Add “Azure Content Safety” connection in prompt flow. Fill “API key” field with “Primary key” from “Keys and Endpoint” section of created resource.
Inputs#
You can use the following parameters as inputs for this tool:
Name |
Type |
Description |
Required |
---|---|---|---|
text |
string |
The text that need to be moderated. |
Yes |
hate_category |
string |
The moderation sensitivity for Hate category. You can choose from four options: disable, low_sensitivity, medium_sensitivity, or high_sensitivity. The disable option means no moderation for hate category. The other three options mean different degrees of strictness in filtering out hate content. The default option is medium_sensitivity. |
Yes |
sexual_category |
string |
The moderation sensitivity for Sexual category.
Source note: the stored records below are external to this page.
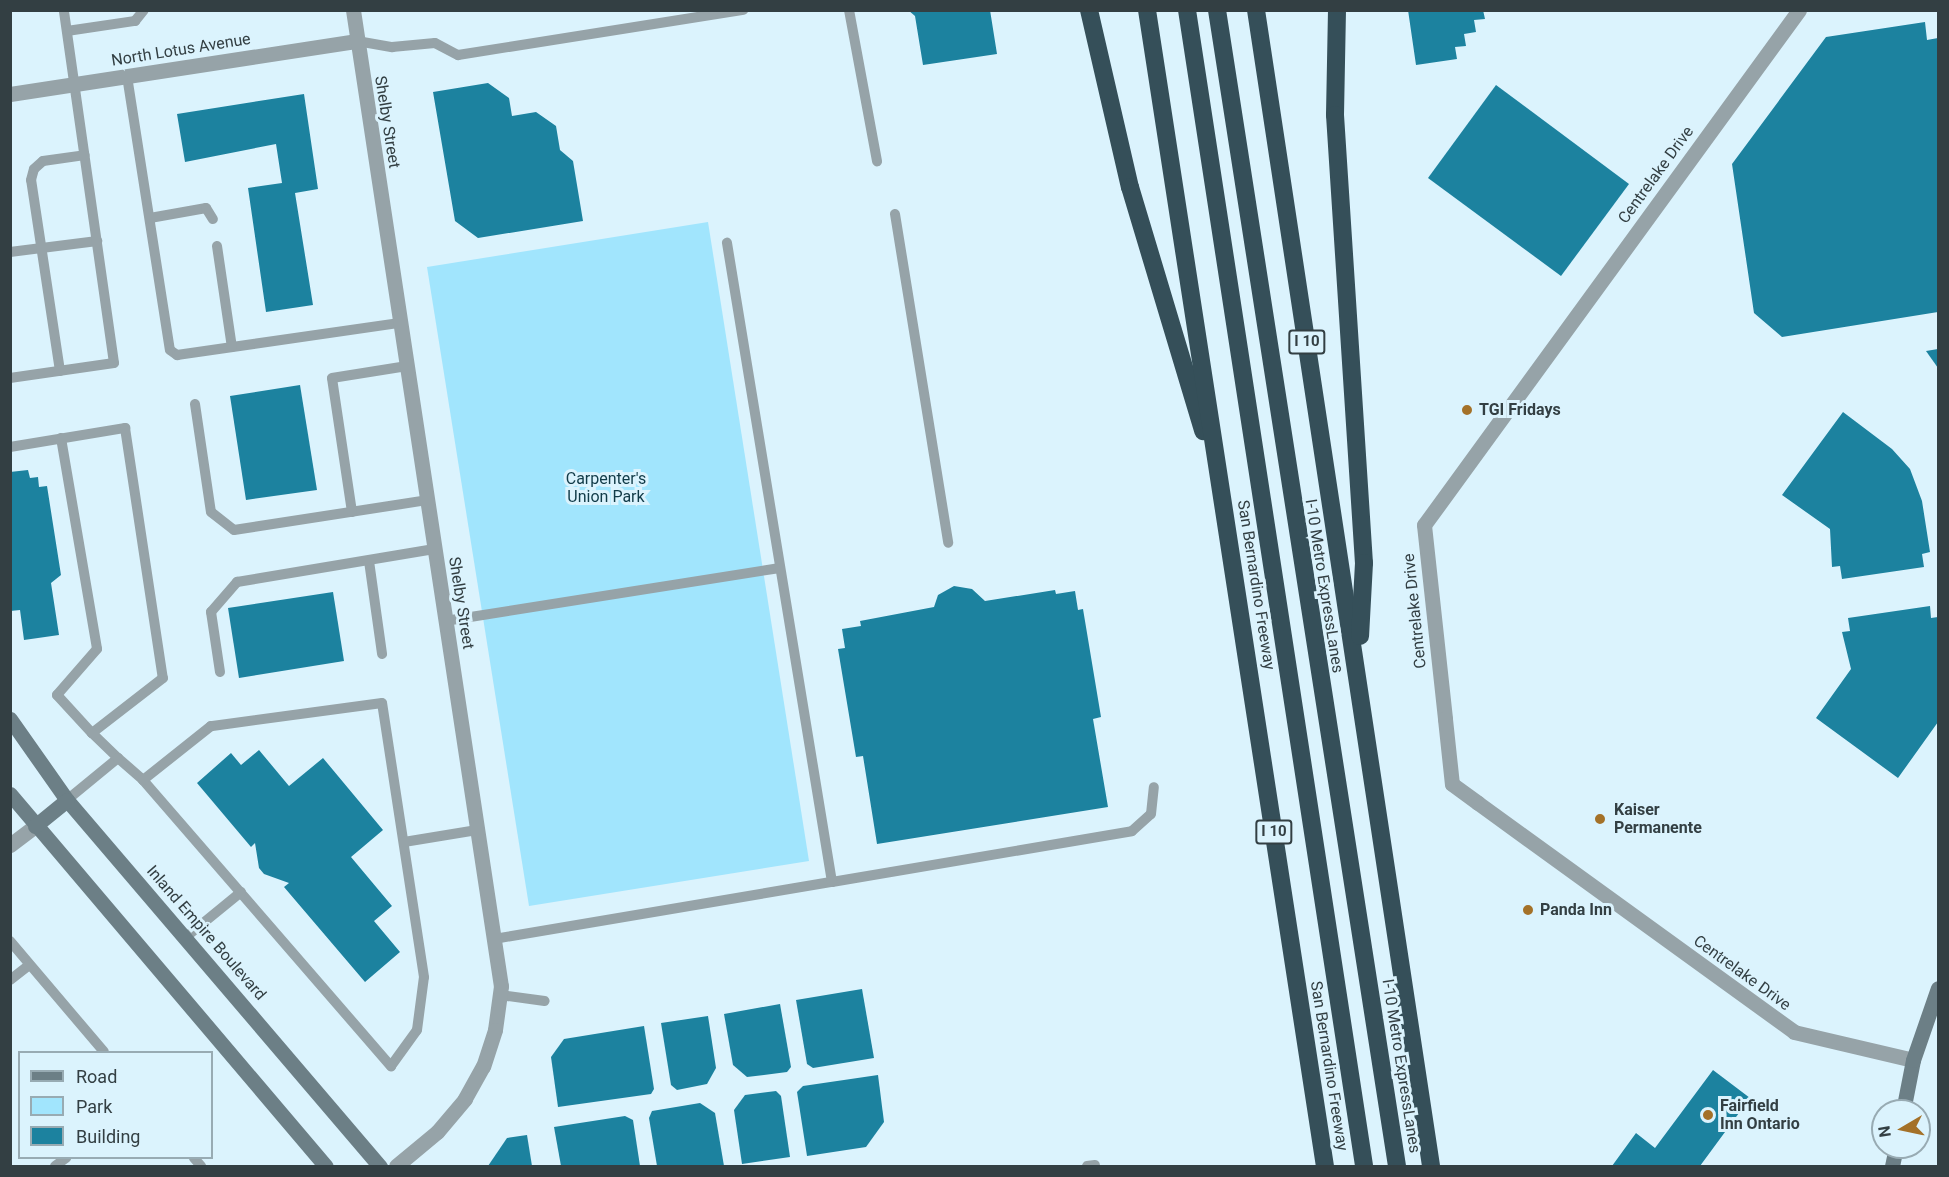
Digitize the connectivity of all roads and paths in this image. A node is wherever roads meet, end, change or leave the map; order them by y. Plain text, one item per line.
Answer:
1 (64, 10) edge
2 (144, 10) edge
3 (352, 10) edge
4 (742, 10) edge
5 (849, 10) edge
6 (1089, 10) edge
7 (1147, 10) edge
8 (1187, 10) edge
9 (1217, 10) edge
10 (1256, 10) edge
11 (1337, 10) edge
12 (1799, 10) edge
13 (67, 31) junction
14 (357, 41) junction
15 (127, 76) junction
16 (75, 84) junction
17 (10, 94) edge
18 (85, 155) junction
19 (877, 161) dead end
20 (895, 214) dead end
21 (150, 218) junction
22 (213, 219) dead end
23 (97, 241) junction
24 (727, 243) dead end
25 (218, 246) dead end
26 (41, 248) junction
27 (10, 252) edge
28 (400, 323) junction
29 (232, 347) junction
30 (406, 366) junction
31 (60, 371) junction
32 (10, 378) edge
33 (195, 404) dead end
34 (61, 438) junction
35 (10, 447) edge
36 (1223, 498) junction
37 (427, 500) junction
38 (352, 512) junction
39 (948, 543) dead end
40 (434, 549) junction
41 (369, 561) junction
42 (780, 568) junction
43 (445, 621) junction
44 (382, 654) dead end
45 (220, 672) dead end
46 (1358, 674) junction
47 (10, 719) edge
48 (92, 733) junction
49 (118, 758) junction
50 (143, 780) junction
51 (1154, 787) dead end
52 (10, 794) edge
53 (67, 800) junction
54 (35, 826) junction
55 (477, 830) junction
56 (404, 842) junction
57 (10, 845) edge
58 (832, 882) junction
59 (241, 892) junction
60 (186, 937) junction
61 (494, 939) junction
62 (10, 941) edge
63 (29, 965) junction
64 (10, 981) edge
65 (1938, 988) edge
66 (500, 995) junction
67 (544, 1001) dead end
68 (102, 1051) edge
69 (1913, 1060) junction
70 (1905, 1099) edge
71 (326, 1167) edge
72 (380, 1167) edge
73 (396, 1167) edge
74 (1325, 1167) edge
75 (1364, 1167) edge
76 (1397, 1167) edge
77 (1431, 1167) edge

1 - 13 lane
2 - 13 lane
3 - 14 street, Shelby Street
4 - 14 lane
5 - 19 lane
6 - 36 highway
7 - 36 highway, San Bernardino Freeway / I 10
8 - 75 highway
9 - 76 highway, I-10 Metro ExpressLanes
10 - 46 highway, I 10
11 - 46 highway
12 - 69 street, Centrelake Drive
13 - 16 lane
14 - 15 street, North Lotus Avenue
14 - 28 street, Shelby Street
15 - 16 street, North Lotus Avenue
15 - 21 lane
16 - 17 street, North Lotus Avenue
16 - 18 lane
18 - 23 lane
18 - 26 lane
20 - 39 lane
21 - 22 lane
21 - 29 lane
23 - 26 lane
23 - 31 lane
24 - 42 lane
25 - 29 lane
26 - 27 lane
26 - 31 lane
28 - 29 lane
28 - 30 street, Shelby Street
30 - 37 street, Shelby Street
30 - 38 lane
31 - 32 lane
33 - 38 lane
34 - 35 lane
34 - 48 lane
34 - 48 lane
36 - 74 highway, San Bernardino Freeway / I 10
37 - 38 lane
37 - 40 street, Shelby Street
40 - 41 lane
40 - 43 street, Shelby Street
41 - 44 lane
41 - 45 lane
42 - 43 lane
42 - 58 lane
43 - 55 street, Shelby Street
46 - 77 highway, I 10
47 - 53 main road, Inland Empire Boulevard
48 - 49 lane
49 - 50 lane
49 - 53 lane
50 - 56 lane
50 - 59 lane
51 - 58 lane
52 - 54 main road
53 - 54 main road
53 - 60 main road, Inland Empire Boulevard
54 - 57 street
54 - 71 main road
55 - 56 lane
55 - 61 street, Shelby Street
56 - 59 lane
58 - 61 lane
59 - 60 lane
60 - 72 main road, Inland Empire Boulevard
61 - 66 street, Shelby Street
62 - 63 lane
63 - 64 lane
63 - 68 lane
65 - 69 main road
66 - 67 lane
66 - 73 street, Shelby Street
69 - 70 main road

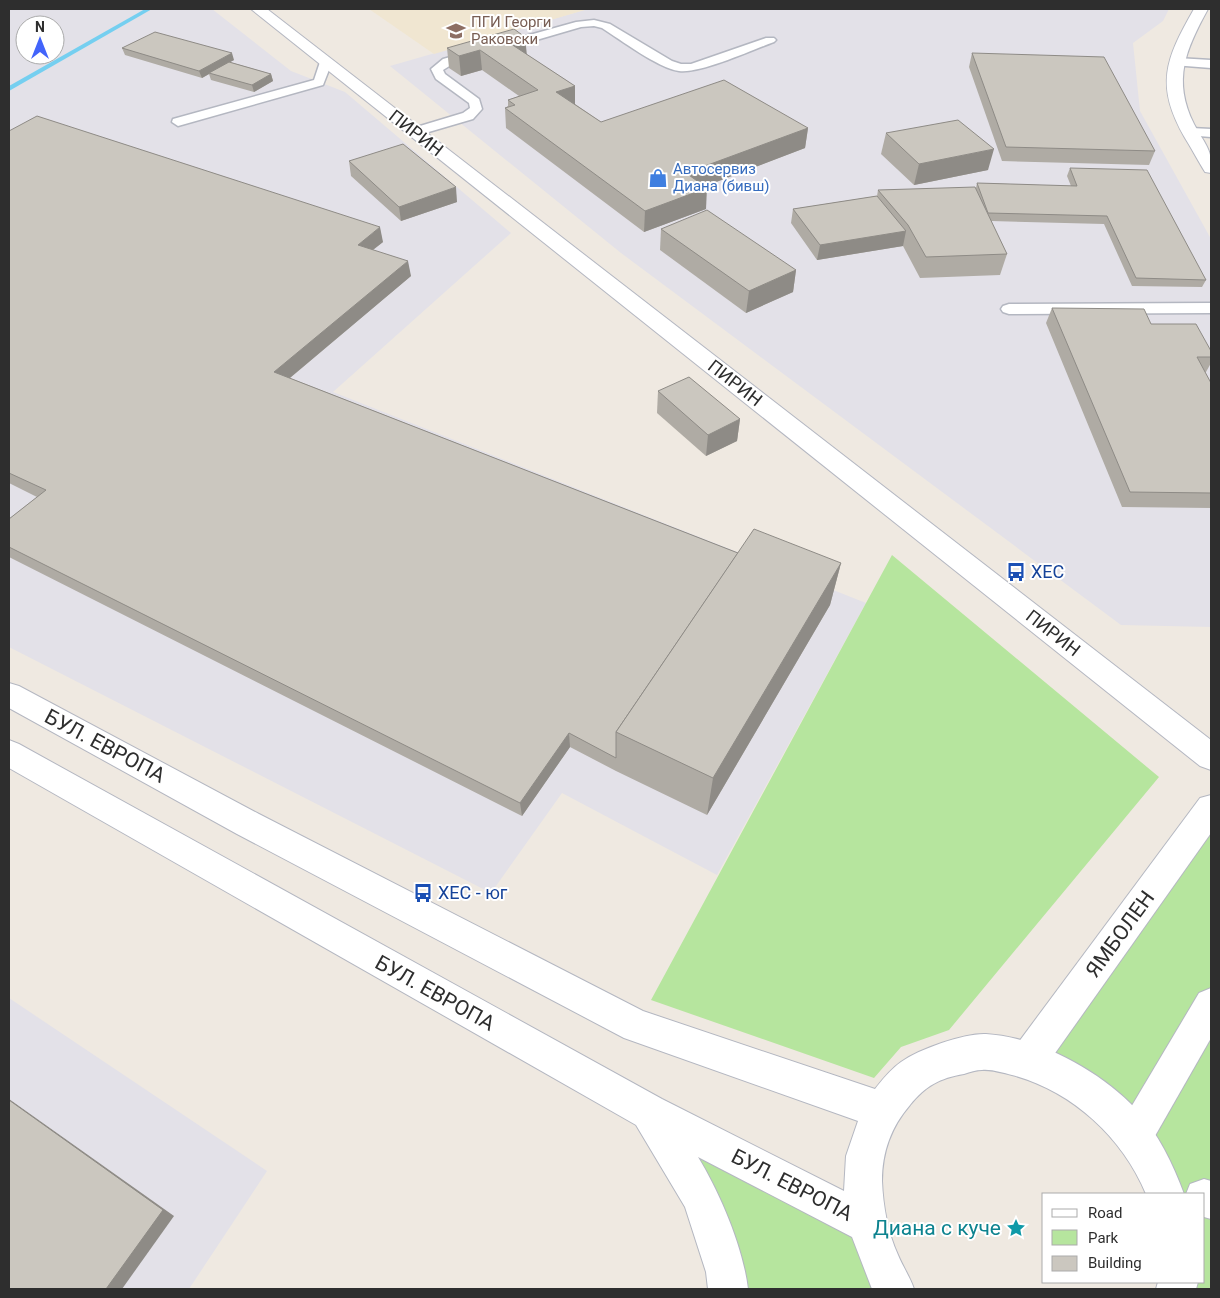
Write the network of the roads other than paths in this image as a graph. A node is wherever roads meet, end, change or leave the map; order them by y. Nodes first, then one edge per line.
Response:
1 (258, 9) edge
2 (1201, 9) edge
3 (770, 40) dead end
4 (326, 62) junction
5 (1177, 62) junction
6 (1211, 64) edge
7 (178, 122) dead end
8 (415, 132) junction
9 (1191, 132) junction
10 (1211, 133) edge
11 (1211, 168) edge
12 (1211, 308) edge
13 (1009, 309) dead end
14 (9, 694) edge
15 (9, 753) edge
16 (1211, 757) edge
17 (1211, 808) edge
18 (1211, 1006) edge
19 (1028, 1060) junction
20 (882, 1110) junction
21 (649, 1112) junction
22 (1134, 1137) junction
23 (1172, 1192) edge
24 (866, 1223) junction
25 (887, 1286) edge
26 (728, 1289) edge

1 - 4 street, ПИРИН
2 - 5 street
3 - 8 lane
4 - 7 lane
4 - 8 street, ПИРИН
5 - 6 lane
5 - 9 street
8 - 16 street, ПИРИН
9 - 10 lane
9 - 11 street
12 - 13 lane
14 - 20 street, БУЛ. ЕВРОПА
15 - 21 street, БУЛ. ЕВРОПА
17 - 19 street, ЯМБОЛЕН
18 - 22 street
19 - 20 street
19 - 22 street
20 - 24 street
21 - 24 street, БУЛ. ЕВРОПА
21 - 26 street
22 - 23 street
24 - 25 street

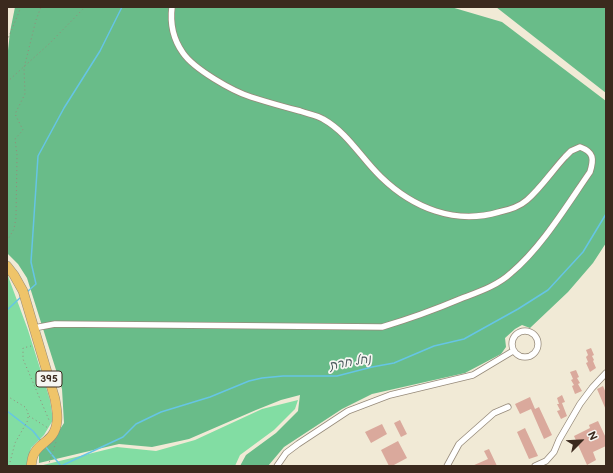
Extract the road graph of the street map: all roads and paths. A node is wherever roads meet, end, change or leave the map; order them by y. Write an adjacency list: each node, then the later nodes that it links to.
1 (21, 7): 5 (path)
2 (41, 7): 6 (path)
3 (85, 7): 6 (path)
4 (172, 7): 10 (street)
5 (7, 41)
6 (24, 68): 7 (path); 8 (path)
7 (7, 82)
8 (7, 241)
9 (7, 266): 10 (main road, 395)
10 (34, 328): 11 (main road, 395)
11 (39, 344): 17 (main road, 395); 17 (path)
12 (513, 351): 12 (street); 20 (street)
13 (606, 373): 22 (street)
14 (7, 396): 16 (path)
15 (508, 407): 21 (street)
16 (28, 415): 17 (path); 18 (path)
17 (54, 431): 19 (main road, 395)
18 (9, 466)
19 (31, 466)
20 (277, 466)
21 (447, 466)
22 (535, 466)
You can choose from four options: disable, low_sensitivity, medium_sensitivity, or high_sensitivity. The disable option means no moderation for sexual category. The other three options mean different degrees of strictness in filtering out sexual content. The default option is medium_sensitivity. |
Yes |
self_harm_category |
string |
The moderation sensitivity for Self-harm category. You can choose from four options: disable, low_sensitivity, medium_sensitivity, or high_sensitivity. The disable option means no moderation for self-harm category. The other three options mean different degrees of strictness in filtering out self_harm content. The default option is medium_sensitivity. |
Yes |
violence_category |
string |
The moderation sensitivity for Violence category. You can choose from four options: disable, low_sensitivity, medium_sensitivity, or high_sensitivity. The disable option means no moderation for violence category. The other three options mean different degrees of strictness in filtering out violence content. The default option is medium_sensitivity. |
Yes |
For more information, please refer to Azure Content Safety
Outputs#
The following is an example JSON format response returned by the tool:
Output
{
"action_by_category": {
"Hate": "Accept",
"SelfHarm": "Accept",
"Sexual": "Accept",
"Violence": "Accept"
},
"suggested_action": "Accept"
}
The action_by_category
field gives you a binary value for each category: Accept or Reject. This value shows if the text meets the sensitivity level that you set in the request parameters for that category.
The suggested_action
field gives you an overall recommendation based on the four categories. If any category has a Reject value, the suggested_action
will be Reject as well.